Cual si cada uno fuera una habitación de la casa, esta historia nos muestra cuatro enfoques distintos: el padre ausente, Gustav Borg (Stellan Skarsgård), que aún asume conocerlo todo de su hogar a pesar de no haberlo habitado durante décadas y vuelve a éste para contar una historia más importante que la de su madre suicida; Nora Borg (Renate Reinsve), la hija mayor, una actriz de teatro que utiliza sus personajes como un escondite más que una catarsis y vira la mirada lejos de sus grietas; y Agnes Borg-Pettersen (Inga Ibsdotter Lilleaas), la hija menor, quien sale de la casa de su infancia para crear su propio hogar y romper el trauma generacional de una familia que no habla el mismo lenguaje de comunicación.
Y tal como su papel en este drama familiar, la actriz hollywoodense Rachel Kemp (Elle Fanning), resplandece con la ingenuidad de una visitante en la vieja casa, una forastera que no comprende las grietas que debe actuar para la película que Gustav quiere crear dentro de esas paredes, sabiéndose ajena al escenario que intenta llenar.
La química que comparte este cuarteto brinda justicia a la inteligencia del guión, cada uno representa un papel, un sitio de la casa (o el exterior a ella), que lentamente se quiebra y nos traga en este espiral de vulnerable tristeza, soledad y rencores no resueltos.

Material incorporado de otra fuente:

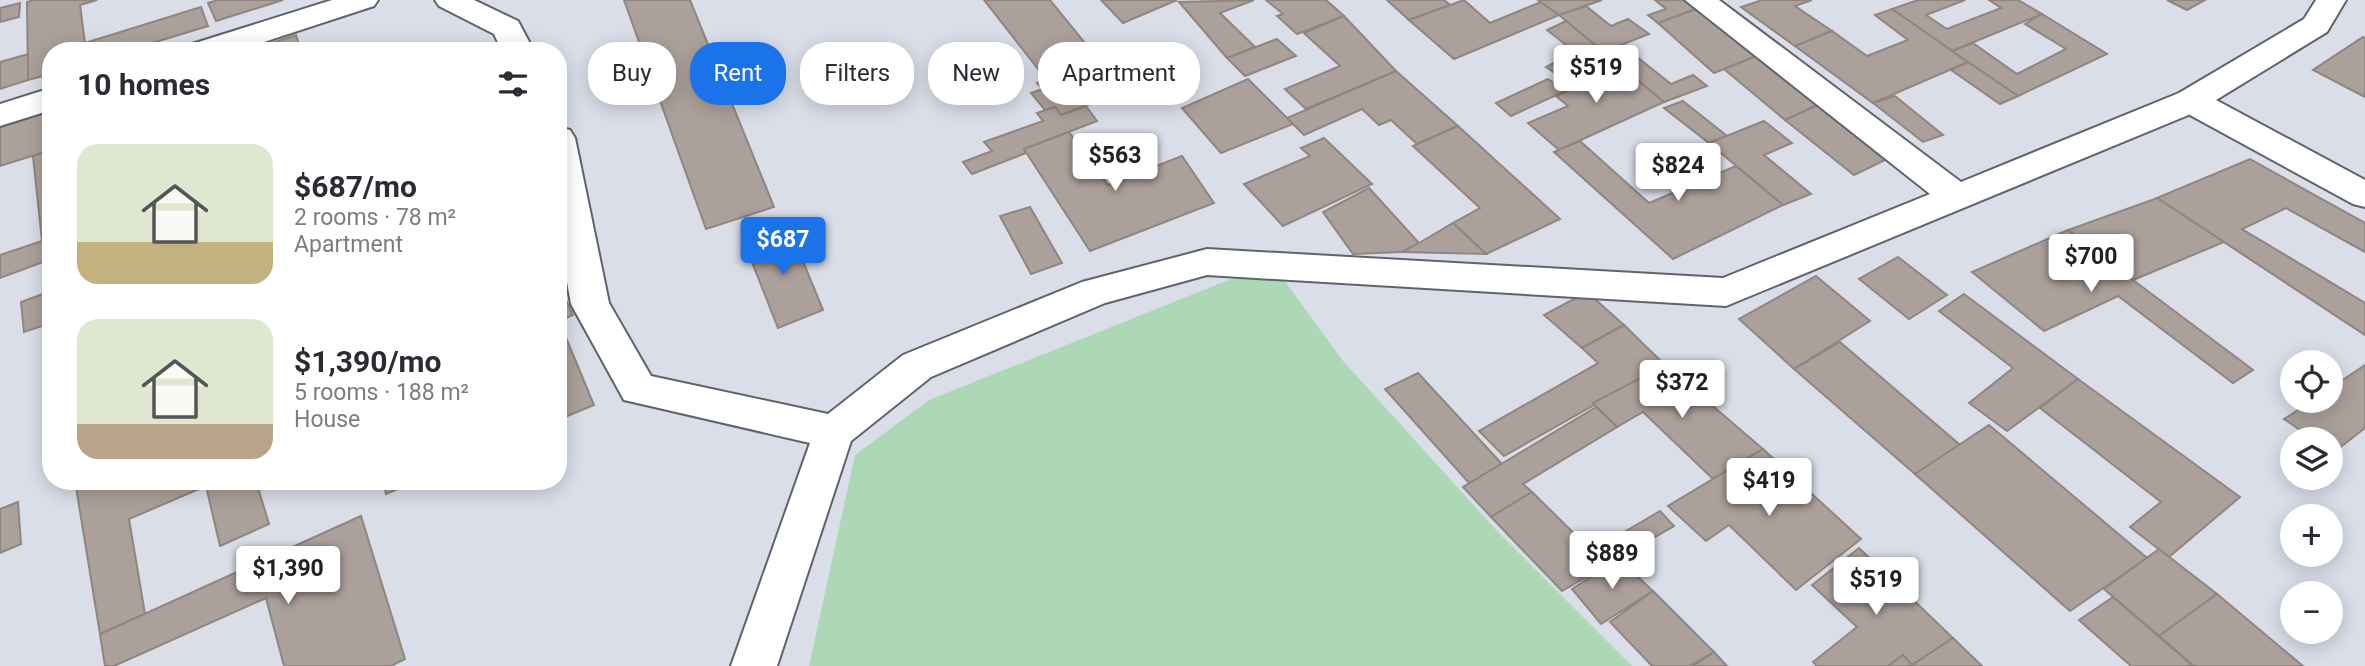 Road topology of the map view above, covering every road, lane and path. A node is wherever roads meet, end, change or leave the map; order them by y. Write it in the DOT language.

El arte como evasión emocional: Reinsve desnuda el trauma en el intento de esconderlo
Nuestra protagonista, Nora Borg a cargo del talento de Renate Reinsve, no es distinta a cualquier mujer u hombre en este planeta, cada persona maldecida por los traumas familiares no resueltos, buscando un escondite en el cual verter toda energía para evitar afrontarlos.
Hay quienes usan el alcohol, el sexo o el trabajo, pero en el caso de Nora, se refugia tras personajes de tragedias clásicas con los que puede experimentar toda una gama de emociones que la distraen de sus propios sentimientos.
Esto es hasta el regreso de su padre, guionista de cine que le presenta su obra final, una historia que escribió específicamente para ella. Nora lo rechaza, pero el futuro filme permanece como un constante hilo tambaleante de comunicación entre la familia el resto de la película.
Cruda, cínica e íntima, Valor Sentimental nos hunde con sus tres personajes principales para experimentar todas las emociones que envuelve el trauma familiar, desnudando a los tres miembros de la familia hasta los centros que cada uno representa más allá de las grietas familiares; la culpa se torna anhelo, el rencor es oportunidad y el amor permite la vista de la sanación.
Las rupturas permanecen en esta familia hasta su final, pues no se trata de una historia que las cubre, sino un relato melancólico que las reconoce y expresa amor a través de ellas; la historia de una familia con grietas y lenguajes por aprender para, finalmente, compartirlas entre ellos.